DETAILED ACTION
Response to Amendment
Notice of Pre-AIA or AIA Status
The present application, filed on or after March 16, 2013, is being examined under the first inventor to file provisions of the AIA .
Claim Rejections - 35 USC § 103
In the event the determination of the status of the application as subject to AIA 35 U.S.C. 102 and 103 (or as subject to pre-AIA 35 U.S.C. 102 and 103) is incorrect, any correction of the statutory basis (i.e., changing from AIA to pre-AIA ) for the rejection will not be considered a new ground of rejection if the prior art relied upon, and the rationale supporting the rejection, would be the same under either status.

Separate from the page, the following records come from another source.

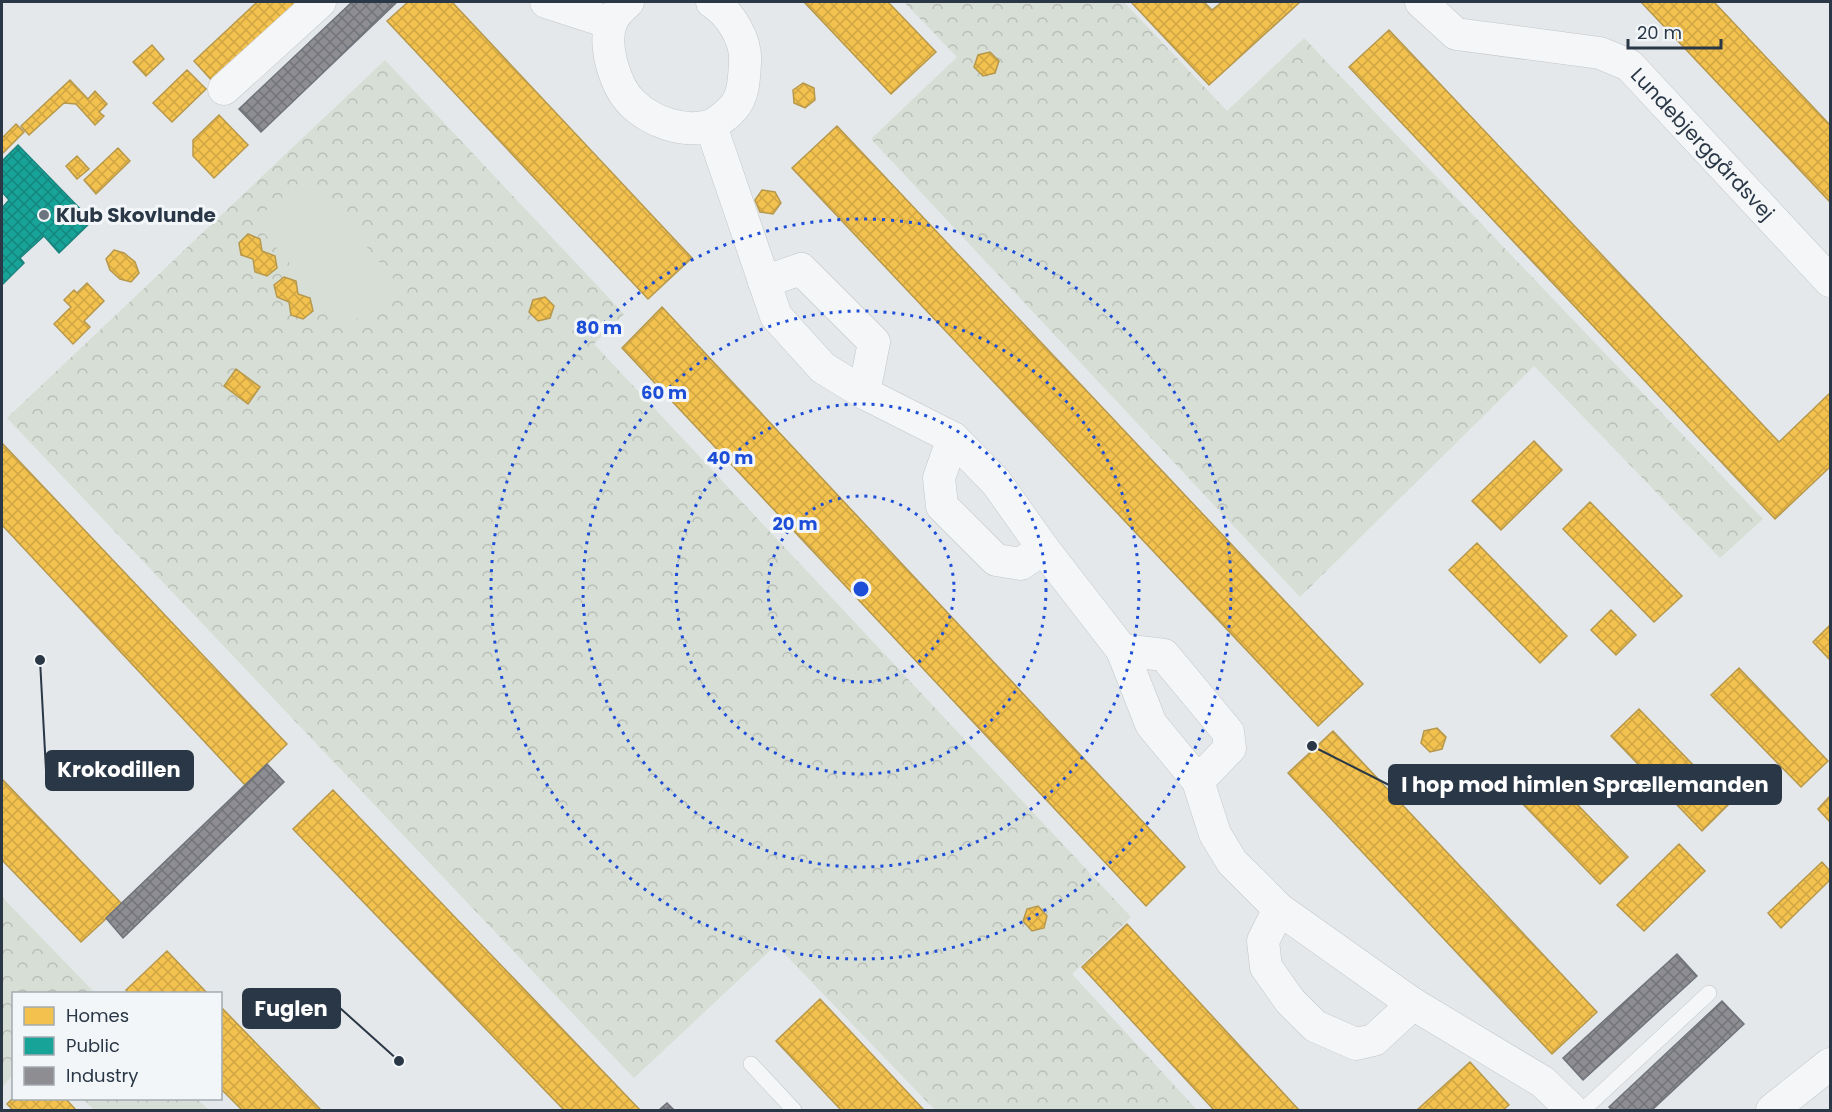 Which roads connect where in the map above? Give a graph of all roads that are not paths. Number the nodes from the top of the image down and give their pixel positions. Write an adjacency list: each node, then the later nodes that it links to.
1 (320, 2): 6 (street)
2 (546, 2): 5 (street)
3 (712, 2): 7 (street)
4 (1421, 2): 8 (street, Lundebjerggårdsvej)
5 (619, 12): 7 (street)
6 (224, 89)
7 (711, 126): 9 (street)
8 (1830, 281)
9 (764, 282): 10 (street); 10 (street)
10 (864, 393): 11 (street)
11 (953, 438): 12 (street); 12 (street)
12 (1043, 548): 13 (street)
13 (1122, 650): 14 (street); 14 (street)
14 (1198, 781): 15 (street)
15 (1279, 909): 17 (street); 17 (street)
16 (1709, 993): 22 (lane)
17 (1413, 1004): 21 (street)
18 (751, 1064): 20 (lane)
19 (1830, 1064): 23 (street)
20 (794, 1110)
21 (1572, 1110)
22 (1583, 1110)
23 (1772, 1110) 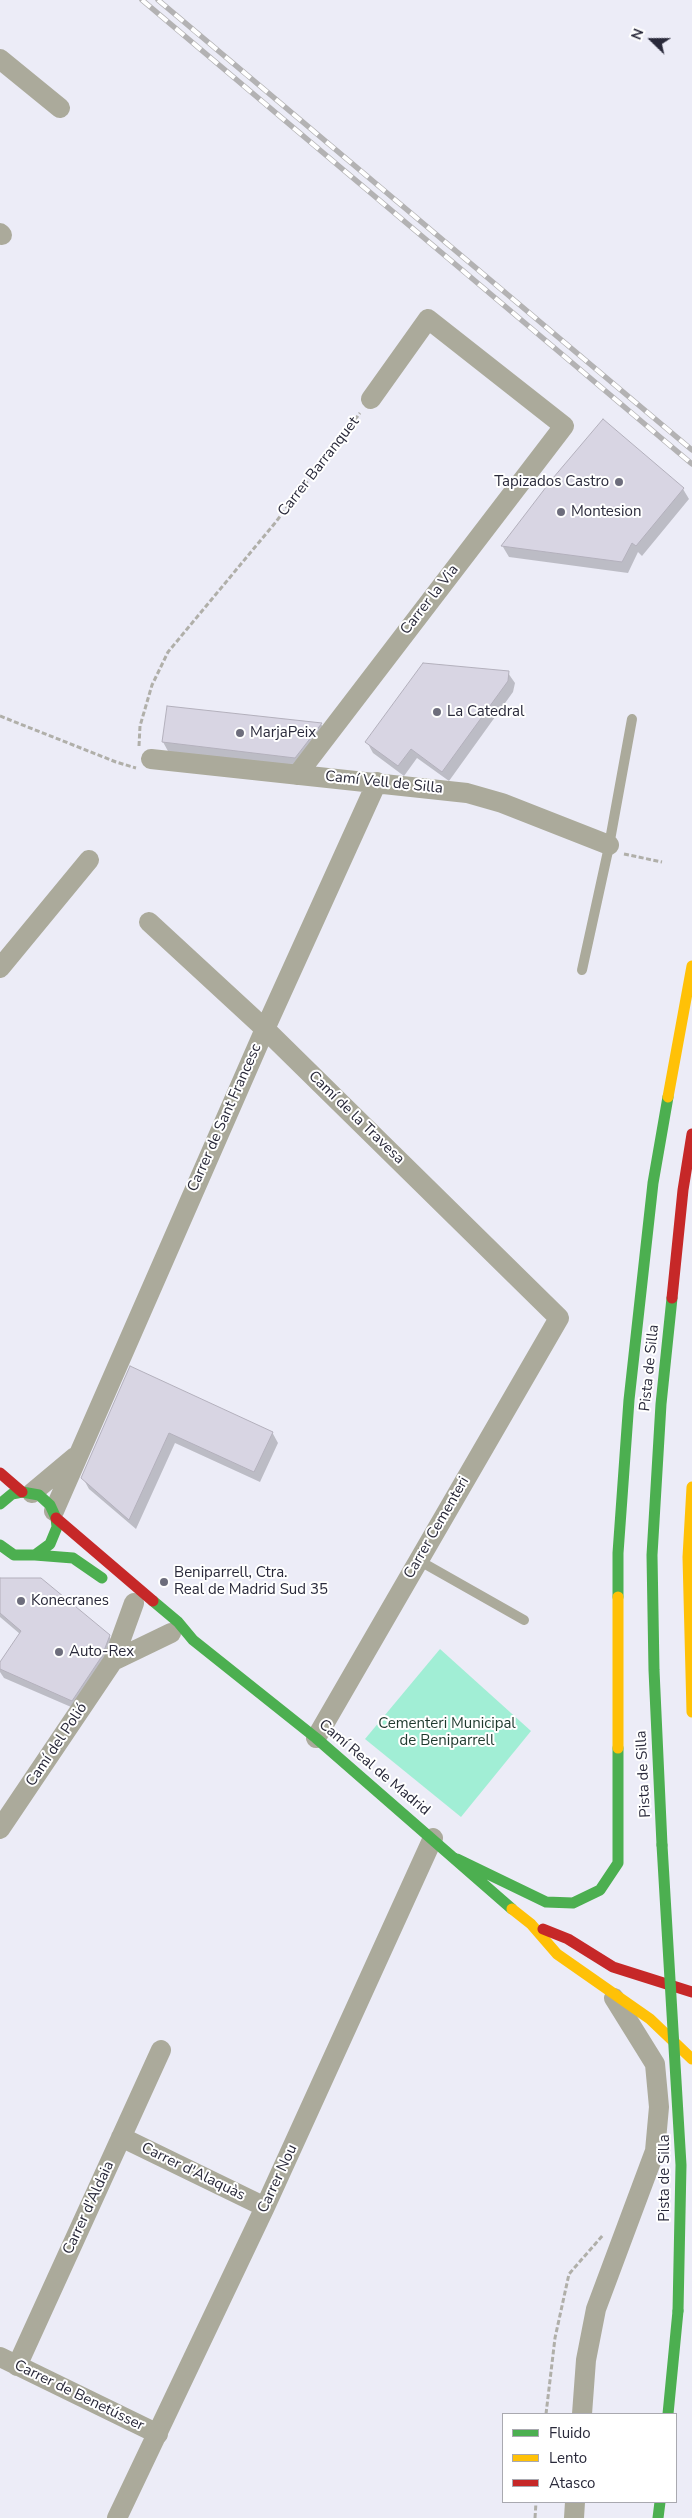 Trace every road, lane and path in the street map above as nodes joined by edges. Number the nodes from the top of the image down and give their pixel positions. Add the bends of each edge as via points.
1 (1, 63) edge
2 (60, 108) dead end
3 (372, 398) joint
4 (0, 716) edge
5 (632, 719) dead end
6 (144, 764) junction
7 (296, 775) junction
8 (377, 782) junction
9 (609, 845) junction
10 (631, 856) dead end
11 (89, 860) dead end
12 (662, 862) dead end
13 (149, 922) dead end
14 (692, 966) edge
15 (0, 968) edge
16 (582, 970) dead end
17 (264, 1029) junction
18 (692, 1134) edge
19 (559, 1318) joint
20 (77, 1455) junction
21 (0, 1473) edge
22 (692, 1487) edge
23 (27, 1492) junction
24 (0, 1504) edge
25 (55, 1515) junction
26 (5, 1554) edge
27 (35, 1555) junction
28 (418, 1560) junction
29 (111, 1586) dead end
30 (134, 1603) dead end
31 (524, 1620) dead end
32 (168, 1630) joint
33 (193, 1640) junction
34 (113, 1660) junction
35 (692, 1712) edge
36 (316, 1738) junction
37 (0, 1829) edge
38 (433, 1838) junction
39 (457, 1859) junction
40 (531, 1924) junction
41 (611, 1992) junction
42 (692, 1992) edge
43 (650, 2019) junction
44 (161, 2050) dead end
45 (692, 2058) edge
46 (689, 2106) dead end
47 (121, 2138) junction
48 (265, 2208) junction
49 (606, 2232) dead end
50 (8, 2361) edge
51 (546, 2413) edge
52 (582, 2413) edge
53 (668, 2413) edge
54 (158, 2434) junction
55 (536, 2503) edge
56 (575, 2503) edge
57 (660, 2503) edge
58 (117, 2518) edge
59 (535, 2518) edge
60 (574, 2518) edge
61 (658, 2518) edge

1 - 2 street
3 - 6 path, Carrer Barranquet via 275,523 168,652 152,685 140,726 140,750
3 - 7 street, Carrer la Via via 428,319 564,426
4 - 6 path via 109,760
5 - 9 lane
6 - 7 street, Camí Vell de Silla
7 - 8 street, Camí Vell de Silla
8 - 9 street, Camí Vell de Silla via 484,797
8 - 17 street, Carrer de Sant Francesc
9 - 16 lane
10 - 12 path
11 - 15 street
13 - 17 street, Camí de la Travesa
14 - 39 main road via 653,1183 629,1400 618,1553 618,1863 600,1890 573,1903 546,1902
17 - 19 street, Camí de la Travesa
17 - 20 street, Carrer de Sant Francesc
18 - 53 main road, Pista de Silla, bridge via 683,1190 661,1404 652,1555 662,1845 682,2165 678,2311
19 - 28 street, Carrer Cementeri
20 - 23 street, Carrer de Sant Francesc
20 - 25 street, Carrer de Sant Francesc
21 - 23 main road
22 - 35 main road via 688,1557
23 - 24 main road via 12,1494
23 - 25 main road, Camí Real de Madrid via 45,1499
25 - 27 main road via 55,1536
25 - 33 main road, Camí Real de Madrid via 178,1622
26 - 27 main road
27 - 29 main road via 72,1558
28 - 31 lane
28 - 36 street, Carrer Cementeri
30 - 34 street, Camí del Polió
32 - 33 main road, Camí Real de Madrid
32 - 34 street
33 - 36 main road, Camí Real de Madrid
34 - 37 street, Camí del Polió
36 - 38 main road, Camí Real de Madrid
38 - 39 main road, Camí Real de Madrid
38 - 48 street, Carrer Nou
39 - 40 main road, Camí Real de Madrid via 490,1892
40 - 41 main road, Camí Real de Madrid via 557,1954
40 - 42 main road, Camí Real de Madrid via 568,1939 613,1967
41 - 43 main road, Camí Real de Madrid
41 - 52 street via 655,2064 659,2107 655,2151 596,2309 586,2360
43 - 45 main road, Camí Real de Madrid
43 - 46 lane
44 - 47 street, Carrer d'Aldaia
47 - 48 street, Carrer d'Alaquàs
47 - 50 street, Carrer d'Aldaia
48 - 54 street, Carrer Nou
49 - 51 path via 569,2274 555,2338
50 - 54 street, Carrer de Benetússer
54 - 58 street, Carrer Nou
55 - 59 path
56 - 60 street
57 - 61 main road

The following is a quotation of 35 U.S.C. 103 which forms the basis for all obviousness rejections set forth in this Office action:
A patent for a claimed invention may not be obtained, notwithstanding that the claimed invention is not identically disclosed as set forth in section 102, if the differences between the claimed invention and the prior art are such that the claimed invention as a whole would have been obvious before the effective filing date of the claimed invention to a person having ordinary skill in the art to which the claimed invention pertains. Patentability shall not be negated by the manner in which the invention was made.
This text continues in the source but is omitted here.